» **What you should do**: Your reply is to be the lines below, exactly as written, with images omitted.

Dataset entries:
★ ★ ★ ★ ★ ★ ★
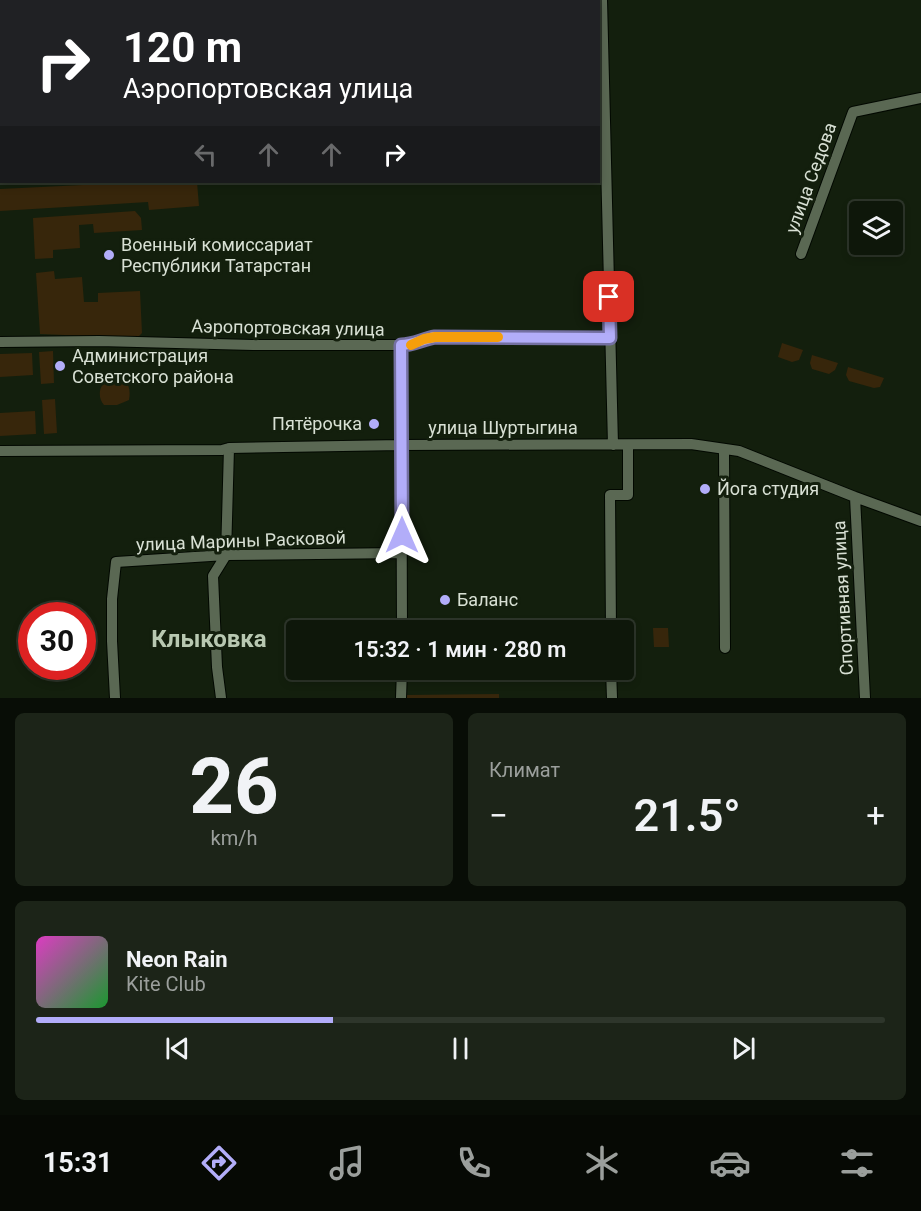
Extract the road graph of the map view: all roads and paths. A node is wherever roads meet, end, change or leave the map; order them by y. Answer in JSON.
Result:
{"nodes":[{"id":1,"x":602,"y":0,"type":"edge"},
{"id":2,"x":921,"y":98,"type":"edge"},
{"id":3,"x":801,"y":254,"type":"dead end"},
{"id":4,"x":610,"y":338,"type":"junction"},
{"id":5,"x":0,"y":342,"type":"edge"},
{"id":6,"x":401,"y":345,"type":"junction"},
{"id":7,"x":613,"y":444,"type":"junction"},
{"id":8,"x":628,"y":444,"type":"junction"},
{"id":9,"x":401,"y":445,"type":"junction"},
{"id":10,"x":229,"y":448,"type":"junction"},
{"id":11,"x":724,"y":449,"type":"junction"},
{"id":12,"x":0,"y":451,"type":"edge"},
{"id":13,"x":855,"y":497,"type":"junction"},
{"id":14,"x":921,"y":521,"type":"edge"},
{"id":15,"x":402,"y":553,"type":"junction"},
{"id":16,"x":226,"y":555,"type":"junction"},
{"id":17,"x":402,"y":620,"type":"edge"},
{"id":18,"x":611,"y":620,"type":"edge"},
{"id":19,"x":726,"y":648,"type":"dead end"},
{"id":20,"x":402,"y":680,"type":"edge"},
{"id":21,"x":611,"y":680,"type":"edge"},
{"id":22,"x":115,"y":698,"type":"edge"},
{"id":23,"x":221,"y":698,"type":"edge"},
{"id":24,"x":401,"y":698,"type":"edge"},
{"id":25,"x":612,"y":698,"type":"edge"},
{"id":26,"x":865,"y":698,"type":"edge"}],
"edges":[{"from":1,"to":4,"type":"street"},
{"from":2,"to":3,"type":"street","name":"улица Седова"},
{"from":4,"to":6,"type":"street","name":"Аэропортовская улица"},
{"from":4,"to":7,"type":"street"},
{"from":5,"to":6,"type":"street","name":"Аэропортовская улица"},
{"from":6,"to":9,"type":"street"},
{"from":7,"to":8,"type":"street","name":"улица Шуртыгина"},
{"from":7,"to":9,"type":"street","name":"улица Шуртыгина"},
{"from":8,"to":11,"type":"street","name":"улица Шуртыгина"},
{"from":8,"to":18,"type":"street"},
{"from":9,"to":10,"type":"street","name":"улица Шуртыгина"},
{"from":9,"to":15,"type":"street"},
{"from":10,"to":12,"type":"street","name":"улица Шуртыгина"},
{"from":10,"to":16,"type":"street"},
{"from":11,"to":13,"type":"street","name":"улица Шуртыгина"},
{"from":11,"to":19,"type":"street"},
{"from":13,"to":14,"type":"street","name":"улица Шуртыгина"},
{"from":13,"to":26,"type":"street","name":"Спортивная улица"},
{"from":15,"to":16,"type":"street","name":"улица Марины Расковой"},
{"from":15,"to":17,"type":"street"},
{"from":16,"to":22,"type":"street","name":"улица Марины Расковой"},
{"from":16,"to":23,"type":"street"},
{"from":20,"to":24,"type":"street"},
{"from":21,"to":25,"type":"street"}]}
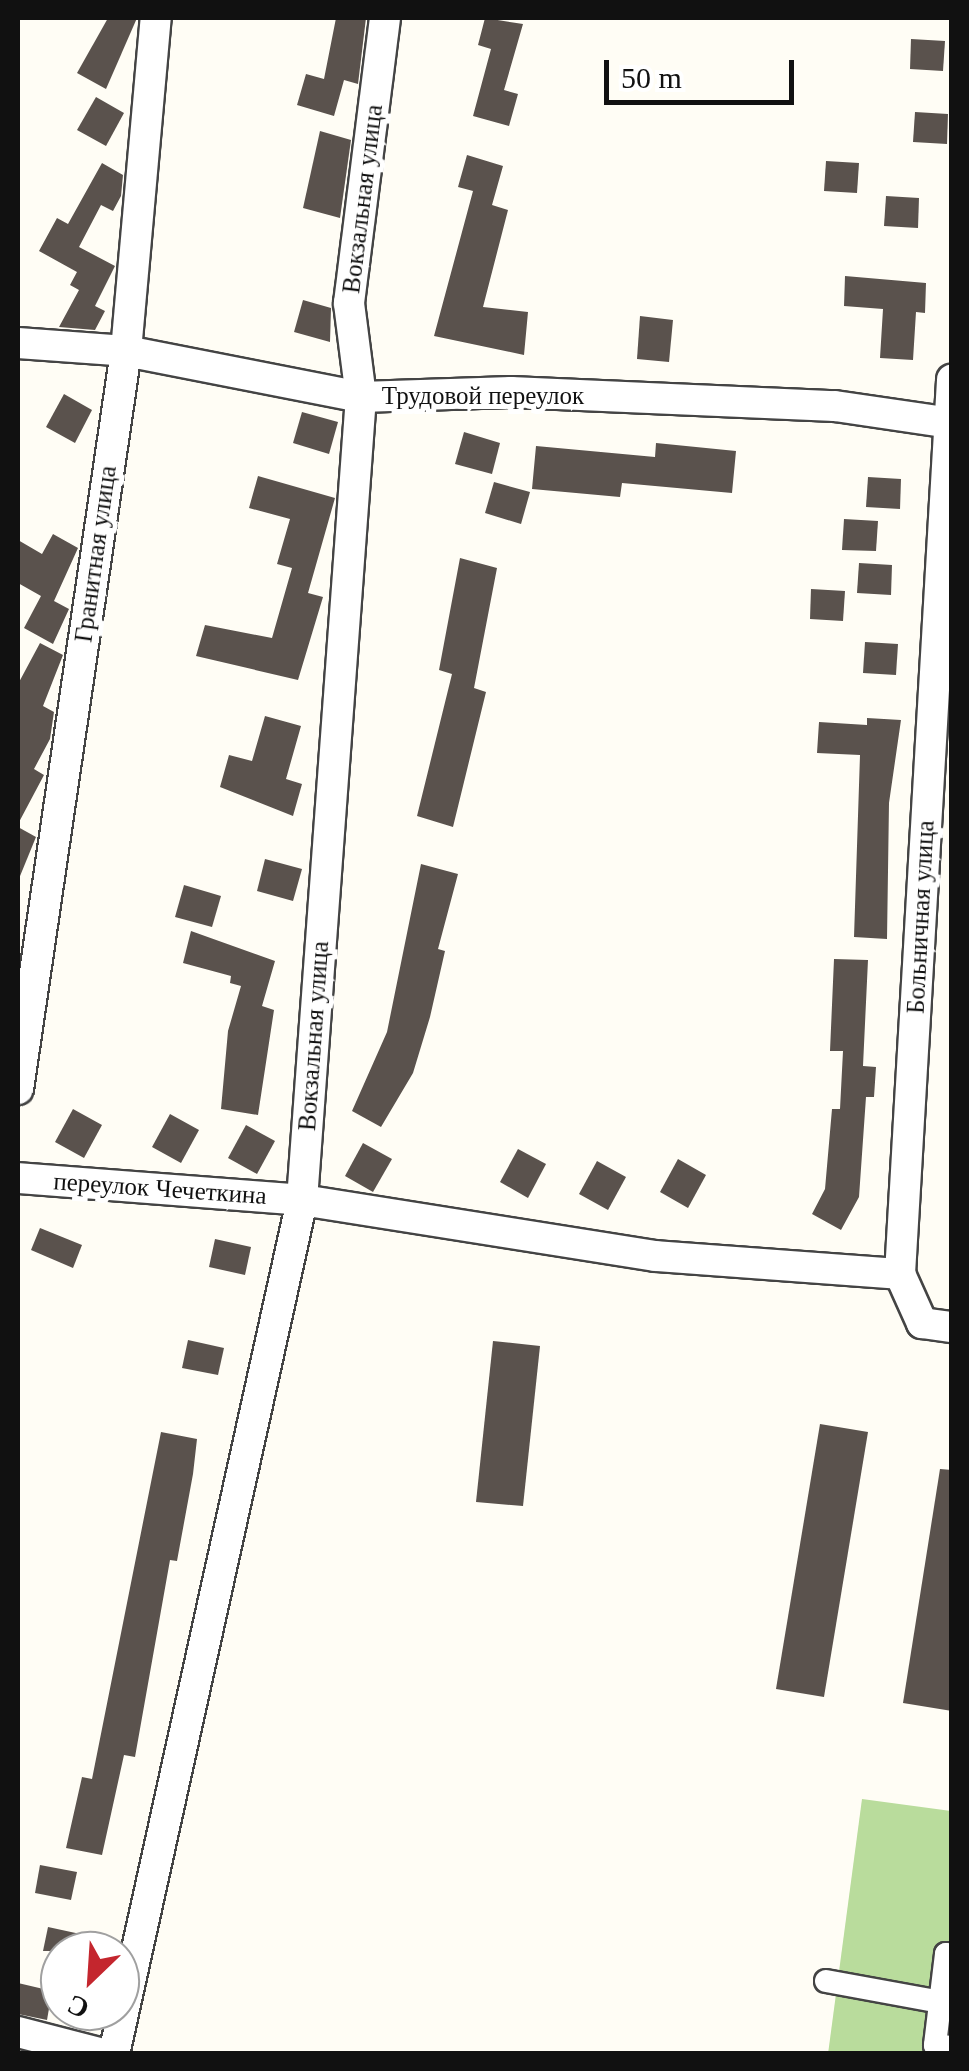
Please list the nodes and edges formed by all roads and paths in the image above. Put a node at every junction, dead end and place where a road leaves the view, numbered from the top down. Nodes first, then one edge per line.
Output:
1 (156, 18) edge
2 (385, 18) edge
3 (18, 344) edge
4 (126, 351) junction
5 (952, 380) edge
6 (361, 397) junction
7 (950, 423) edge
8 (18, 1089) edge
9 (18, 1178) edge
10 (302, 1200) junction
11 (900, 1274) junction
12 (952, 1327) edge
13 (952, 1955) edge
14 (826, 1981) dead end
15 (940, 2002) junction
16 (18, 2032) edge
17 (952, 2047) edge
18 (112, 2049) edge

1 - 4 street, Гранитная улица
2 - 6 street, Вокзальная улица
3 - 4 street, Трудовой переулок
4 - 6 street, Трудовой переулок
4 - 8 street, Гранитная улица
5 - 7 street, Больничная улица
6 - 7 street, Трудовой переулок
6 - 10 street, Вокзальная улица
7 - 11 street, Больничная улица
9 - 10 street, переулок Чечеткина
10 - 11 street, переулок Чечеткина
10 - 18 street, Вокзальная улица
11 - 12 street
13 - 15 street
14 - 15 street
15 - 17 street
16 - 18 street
★ ★ ★ ★ ★ ★ ★
» **Solution for this task**:
Extract the road graph of the map view: all roads and paths. A node is wherever roads meet, end, change or leave the map; order them by y. Answer in JSON.
Result:
{"nodes":[{"id":1,"x":602,"y":0,"type":"edge"},
{"id":2,"x":921,"y":98,"type":"edge"},
{"id":3,"x":801,"y":254,"type":"dead end"},
{"id":4,"x":610,"y":338,"type":"junction"},
{"id":5,"x":0,"y":342,"type":"edge"},
{"id":6,"x":401,"y":345,"type":"junction"},
{"id":7,"x":613,"y":444,"type":"junction"},
{"id":8,"x":628,"y":444,"type":"junction"},
{"id":9,"x":401,"y":445,"type":"junction"},
{"id":10,"x":229,"y":448,"type":"junction"},
{"id":11,"x":724,"y":449,"type":"junction"},
{"id":12,"x":0,"y":451,"type":"edge"},
{"id":13,"x":855,"y":497,"type":"junction"},
{"id":14,"x":921,"y":521,"type":"edge"},
{"id":15,"x":402,"y":553,"type":"junction"},
{"id":16,"x":226,"y":555,"type":"junction"},
{"id":17,"x":402,"y":620,"type":"edge"},
{"id":18,"x":611,"y":620,"type":"edge"},
{"id":19,"x":726,"y":648,"type":"dead end"},
{"id":20,"x":402,"y":680,"type":"edge"},
{"id":21,"x":611,"y":680,"type":"edge"},
{"id":22,"x":115,"y":698,"type":"edge"},
{"id":23,"x":221,"y":698,"type":"edge"},
{"id":24,"x":401,"y":698,"type":"edge"},
{"id":25,"x":612,"y":698,"type":"edge"},
{"id":26,"x":865,"y":698,"type":"edge"}],
"edges":[{"from":1,"to":4,"type":"street"},
{"from":2,"to":3,"type":"street","name":"улица Седова"},
{"from":4,"to":6,"type":"street","name":"Аэропортовская улица"},
{"from":4,"to":7,"type":"street"},
{"from":5,"to":6,"type":"street","name":"Аэропортовская улица"},
{"from":6,"to":9,"type":"street"},
{"from":7,"to":8,"type":"street","name":"улица Шуртыгина"},
{"from":7,"to":9,"type":"street","name":"улица Шуртыгина"},
{"from":8,"to":11,"type":"street","name":"улица Шуртыгина"},
{"from":8,"to":18,"type":"street"},
{"from":9,"to":10,"type":"street","name":"улица Шуртыгина"},
{"from":9,"to":15,"type":"street"},
{"from":10,"to":12,"type":"street","name":"улица Шуртыгина"},
{"from":10,"to":16,"type":"street"},
{"from":11,"to":13,"type":"street","name":"улица Шуртыгина"},
{"from":11,"to":19,"type":"street"},
{"from":13,"to":14,"type":"street","name":"улица Шуртыгина"},
{"from":13,"to":26,"type":"street","name":"Спортивная улица"},
{"from":15,"to":16,"type":"street","name":"улица Марины Расковой"},
{"from":15,"to":17,"type":"street"},
{"from":16,"to":22,"type":"street","name":"улица Марины Расковой"},
{"from":16,"to":23,"type":"street"},
{"from":20,"to":24,"type":"street"},
{"from":21,"to":25,"type":"street"}]}
Please list the nodes and edges formed by all roads and paths in the image above. Put a node at every junction, dead end and place where a road leaves the view, numbered from the top down. Nodes first, then one edge per line.
Output:
1 (156, 18) edge
2 (385, 18) edge
3 (18, 344) edge
4 (126, 351) junction
5 (952, 380) edge
6 (361, 397) junction
7 (950, 423) edge
8 (18, 1089) edge
9 (18, 1178) edge
10 (302, 1200) junction
11 (900, 1274) junction
12 (952, 1327) edge
13 (952, 1955) edge
14 (826, 1981) dead end
15 (940, 2002) junction
16 (18, 2032) edge
17 (952, 2047) edge
18 (112, 2049) edge

1 - 4 street, Гранитная улица
2 - 6 street, Вокзальная улица
3 - 4 street, Трудовой переулок
4 - 6 street, Трудовой переулок
4 - 8 street, Гранитная улица
5 - 7 street, Больничная улица
6 - 7 street, Трудовой переулок
6 - 10 street, Вокзальная улица
7 - 11 street, Больничная улица
9 - 10 street, переулок Чечеткина
10 - 11 street, переулок Чечеткина
10 - 18 street, Вокзальная улица
11 - 12 street
13 - 15 street
14 - 15 street
15 - 17 street
16 - 18 street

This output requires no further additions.